▸ WHAT THE TASK ASKS: Check every line below for the word "Porto" and copy the ones that have it.

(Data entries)

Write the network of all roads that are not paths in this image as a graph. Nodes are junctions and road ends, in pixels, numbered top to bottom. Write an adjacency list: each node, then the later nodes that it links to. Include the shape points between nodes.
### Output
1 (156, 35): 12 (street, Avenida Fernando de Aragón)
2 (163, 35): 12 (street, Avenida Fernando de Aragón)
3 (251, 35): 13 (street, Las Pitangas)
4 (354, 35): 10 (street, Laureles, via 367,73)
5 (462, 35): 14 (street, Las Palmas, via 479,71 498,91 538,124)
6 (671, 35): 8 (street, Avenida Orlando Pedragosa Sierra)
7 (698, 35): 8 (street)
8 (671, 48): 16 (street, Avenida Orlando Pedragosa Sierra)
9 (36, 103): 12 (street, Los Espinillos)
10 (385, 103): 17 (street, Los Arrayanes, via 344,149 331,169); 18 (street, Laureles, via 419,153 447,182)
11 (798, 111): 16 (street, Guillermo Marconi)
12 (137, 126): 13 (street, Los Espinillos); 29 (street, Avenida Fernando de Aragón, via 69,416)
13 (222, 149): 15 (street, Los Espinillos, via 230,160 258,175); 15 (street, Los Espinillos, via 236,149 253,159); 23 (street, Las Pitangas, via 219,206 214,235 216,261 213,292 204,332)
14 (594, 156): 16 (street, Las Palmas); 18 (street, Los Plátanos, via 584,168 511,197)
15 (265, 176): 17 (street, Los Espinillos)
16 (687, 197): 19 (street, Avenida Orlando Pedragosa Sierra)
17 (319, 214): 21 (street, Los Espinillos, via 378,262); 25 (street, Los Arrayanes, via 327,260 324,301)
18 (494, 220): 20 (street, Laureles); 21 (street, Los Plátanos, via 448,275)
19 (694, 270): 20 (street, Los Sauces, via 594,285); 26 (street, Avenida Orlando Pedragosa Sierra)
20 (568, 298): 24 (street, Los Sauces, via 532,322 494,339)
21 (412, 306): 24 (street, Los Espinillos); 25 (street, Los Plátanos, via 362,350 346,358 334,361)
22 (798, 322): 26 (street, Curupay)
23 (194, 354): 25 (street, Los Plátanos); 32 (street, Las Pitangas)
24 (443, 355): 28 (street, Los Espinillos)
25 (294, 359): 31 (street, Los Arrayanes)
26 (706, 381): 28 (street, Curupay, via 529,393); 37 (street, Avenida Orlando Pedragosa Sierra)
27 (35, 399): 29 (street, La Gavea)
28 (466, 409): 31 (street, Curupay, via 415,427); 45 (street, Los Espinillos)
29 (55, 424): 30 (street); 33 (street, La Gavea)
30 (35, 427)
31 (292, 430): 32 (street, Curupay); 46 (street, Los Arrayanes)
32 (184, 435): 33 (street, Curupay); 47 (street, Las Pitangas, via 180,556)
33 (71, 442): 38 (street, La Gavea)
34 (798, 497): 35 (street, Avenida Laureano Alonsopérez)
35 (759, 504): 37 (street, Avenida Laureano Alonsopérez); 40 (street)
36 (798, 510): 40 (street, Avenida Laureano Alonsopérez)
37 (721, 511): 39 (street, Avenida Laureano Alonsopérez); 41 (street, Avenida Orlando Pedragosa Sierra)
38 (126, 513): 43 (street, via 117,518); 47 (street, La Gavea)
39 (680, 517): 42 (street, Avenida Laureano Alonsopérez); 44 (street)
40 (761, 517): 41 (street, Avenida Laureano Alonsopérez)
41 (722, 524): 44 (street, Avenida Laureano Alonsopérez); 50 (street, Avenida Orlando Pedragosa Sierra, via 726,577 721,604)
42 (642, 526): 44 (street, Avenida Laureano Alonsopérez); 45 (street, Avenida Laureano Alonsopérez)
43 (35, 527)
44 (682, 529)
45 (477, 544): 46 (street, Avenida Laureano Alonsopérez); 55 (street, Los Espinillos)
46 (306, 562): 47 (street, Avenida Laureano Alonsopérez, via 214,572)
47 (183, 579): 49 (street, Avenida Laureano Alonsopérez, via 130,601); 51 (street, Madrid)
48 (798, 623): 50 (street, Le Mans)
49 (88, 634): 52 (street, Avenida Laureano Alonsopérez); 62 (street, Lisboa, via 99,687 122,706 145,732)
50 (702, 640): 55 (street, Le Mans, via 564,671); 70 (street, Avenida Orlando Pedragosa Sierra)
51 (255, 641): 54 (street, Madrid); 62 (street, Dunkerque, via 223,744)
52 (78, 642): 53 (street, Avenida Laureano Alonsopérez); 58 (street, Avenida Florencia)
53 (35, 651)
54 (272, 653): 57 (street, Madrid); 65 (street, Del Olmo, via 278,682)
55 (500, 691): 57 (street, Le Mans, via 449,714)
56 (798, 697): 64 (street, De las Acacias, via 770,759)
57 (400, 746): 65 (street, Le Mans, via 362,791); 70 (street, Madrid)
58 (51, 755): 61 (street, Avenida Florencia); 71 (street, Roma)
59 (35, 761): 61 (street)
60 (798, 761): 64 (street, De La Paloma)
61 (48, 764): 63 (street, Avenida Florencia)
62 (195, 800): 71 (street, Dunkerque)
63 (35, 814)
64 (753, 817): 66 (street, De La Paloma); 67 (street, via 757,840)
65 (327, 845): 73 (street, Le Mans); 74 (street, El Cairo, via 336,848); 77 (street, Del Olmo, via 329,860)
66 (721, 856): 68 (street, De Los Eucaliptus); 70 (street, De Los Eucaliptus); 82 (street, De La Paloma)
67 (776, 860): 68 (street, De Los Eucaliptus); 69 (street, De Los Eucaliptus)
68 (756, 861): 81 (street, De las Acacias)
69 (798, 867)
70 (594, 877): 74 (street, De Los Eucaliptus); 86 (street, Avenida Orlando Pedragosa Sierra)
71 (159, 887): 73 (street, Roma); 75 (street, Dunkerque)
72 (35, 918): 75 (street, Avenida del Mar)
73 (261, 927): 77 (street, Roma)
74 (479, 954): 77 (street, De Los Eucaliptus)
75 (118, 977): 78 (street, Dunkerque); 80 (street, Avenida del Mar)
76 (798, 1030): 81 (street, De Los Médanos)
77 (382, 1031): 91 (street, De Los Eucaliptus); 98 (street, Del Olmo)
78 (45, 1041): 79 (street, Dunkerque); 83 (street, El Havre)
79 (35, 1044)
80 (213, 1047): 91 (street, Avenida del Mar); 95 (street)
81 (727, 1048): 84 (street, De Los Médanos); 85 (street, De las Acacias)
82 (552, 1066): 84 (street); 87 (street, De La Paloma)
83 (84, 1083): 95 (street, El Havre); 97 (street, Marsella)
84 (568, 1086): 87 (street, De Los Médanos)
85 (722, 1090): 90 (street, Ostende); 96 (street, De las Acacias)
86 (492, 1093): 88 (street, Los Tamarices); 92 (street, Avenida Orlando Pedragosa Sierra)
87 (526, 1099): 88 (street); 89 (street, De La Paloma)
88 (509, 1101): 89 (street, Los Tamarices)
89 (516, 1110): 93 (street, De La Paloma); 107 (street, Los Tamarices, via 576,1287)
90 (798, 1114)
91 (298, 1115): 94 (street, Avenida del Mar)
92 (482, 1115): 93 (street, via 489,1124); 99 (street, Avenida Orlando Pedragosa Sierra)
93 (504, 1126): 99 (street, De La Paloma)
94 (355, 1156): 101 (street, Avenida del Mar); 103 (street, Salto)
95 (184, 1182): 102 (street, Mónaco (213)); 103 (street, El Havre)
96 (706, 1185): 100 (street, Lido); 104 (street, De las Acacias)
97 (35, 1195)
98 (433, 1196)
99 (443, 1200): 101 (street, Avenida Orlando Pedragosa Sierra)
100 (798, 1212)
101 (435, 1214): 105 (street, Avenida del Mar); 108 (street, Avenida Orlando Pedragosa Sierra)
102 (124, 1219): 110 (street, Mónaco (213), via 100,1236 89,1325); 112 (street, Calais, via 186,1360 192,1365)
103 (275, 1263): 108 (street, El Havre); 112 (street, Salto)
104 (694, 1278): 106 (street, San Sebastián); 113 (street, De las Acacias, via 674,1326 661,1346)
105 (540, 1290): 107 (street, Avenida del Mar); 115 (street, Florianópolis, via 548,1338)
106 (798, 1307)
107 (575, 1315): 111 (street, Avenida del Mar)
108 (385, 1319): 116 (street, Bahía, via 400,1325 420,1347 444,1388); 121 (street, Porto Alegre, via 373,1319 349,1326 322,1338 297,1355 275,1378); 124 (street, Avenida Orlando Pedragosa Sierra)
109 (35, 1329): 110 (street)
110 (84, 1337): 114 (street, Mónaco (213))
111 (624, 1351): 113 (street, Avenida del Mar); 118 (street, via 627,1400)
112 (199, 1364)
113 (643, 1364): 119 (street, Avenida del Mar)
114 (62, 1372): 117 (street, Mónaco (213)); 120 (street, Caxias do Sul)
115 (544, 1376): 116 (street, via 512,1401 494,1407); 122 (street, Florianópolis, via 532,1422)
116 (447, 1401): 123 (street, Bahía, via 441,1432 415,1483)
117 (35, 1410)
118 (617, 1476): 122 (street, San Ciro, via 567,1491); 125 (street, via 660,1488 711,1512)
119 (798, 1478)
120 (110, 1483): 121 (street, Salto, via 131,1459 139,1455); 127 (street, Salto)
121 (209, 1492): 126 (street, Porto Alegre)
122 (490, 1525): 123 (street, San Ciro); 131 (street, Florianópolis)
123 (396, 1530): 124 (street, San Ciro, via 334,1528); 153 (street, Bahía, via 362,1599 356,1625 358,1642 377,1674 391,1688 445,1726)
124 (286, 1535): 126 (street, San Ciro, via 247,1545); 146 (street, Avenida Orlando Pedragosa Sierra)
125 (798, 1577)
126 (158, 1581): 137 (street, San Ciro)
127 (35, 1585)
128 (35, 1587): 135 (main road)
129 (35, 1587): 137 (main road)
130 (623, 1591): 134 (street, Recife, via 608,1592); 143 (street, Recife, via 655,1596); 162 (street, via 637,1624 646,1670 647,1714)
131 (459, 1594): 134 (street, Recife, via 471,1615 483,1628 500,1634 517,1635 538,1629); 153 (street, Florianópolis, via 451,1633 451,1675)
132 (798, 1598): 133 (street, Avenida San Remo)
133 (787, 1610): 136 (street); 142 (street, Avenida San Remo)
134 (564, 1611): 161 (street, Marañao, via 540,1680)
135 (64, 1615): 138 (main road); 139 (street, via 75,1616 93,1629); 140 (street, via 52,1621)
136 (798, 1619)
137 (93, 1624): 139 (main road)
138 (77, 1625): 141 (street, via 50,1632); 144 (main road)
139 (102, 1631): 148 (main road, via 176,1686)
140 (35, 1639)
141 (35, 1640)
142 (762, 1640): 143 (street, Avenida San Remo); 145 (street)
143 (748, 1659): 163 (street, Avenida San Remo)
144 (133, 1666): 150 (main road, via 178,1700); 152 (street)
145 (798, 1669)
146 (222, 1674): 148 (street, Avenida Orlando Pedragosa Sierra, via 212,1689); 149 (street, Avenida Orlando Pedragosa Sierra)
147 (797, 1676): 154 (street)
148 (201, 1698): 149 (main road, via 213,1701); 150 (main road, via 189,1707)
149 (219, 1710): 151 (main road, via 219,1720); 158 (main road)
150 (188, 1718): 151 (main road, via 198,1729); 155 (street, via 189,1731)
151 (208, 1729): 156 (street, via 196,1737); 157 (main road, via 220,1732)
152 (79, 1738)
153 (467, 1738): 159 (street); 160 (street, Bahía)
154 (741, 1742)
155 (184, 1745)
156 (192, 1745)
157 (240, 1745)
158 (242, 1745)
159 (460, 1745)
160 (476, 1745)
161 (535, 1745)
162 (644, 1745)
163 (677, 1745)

▸ SOLUTION TO THIS PROBLEM:
108 (385, 1319): 116 (street, Bahía, via 400,1325 420,1347 444,1388); 121 (street, Porto Alegre, via 373,1319 349,1326 322,1338 297,1355 275,1378); 124 (street, Avenida Orlando Pedragosa Sierra)
121 (209, 1492): 126 (street, Porto Alegre)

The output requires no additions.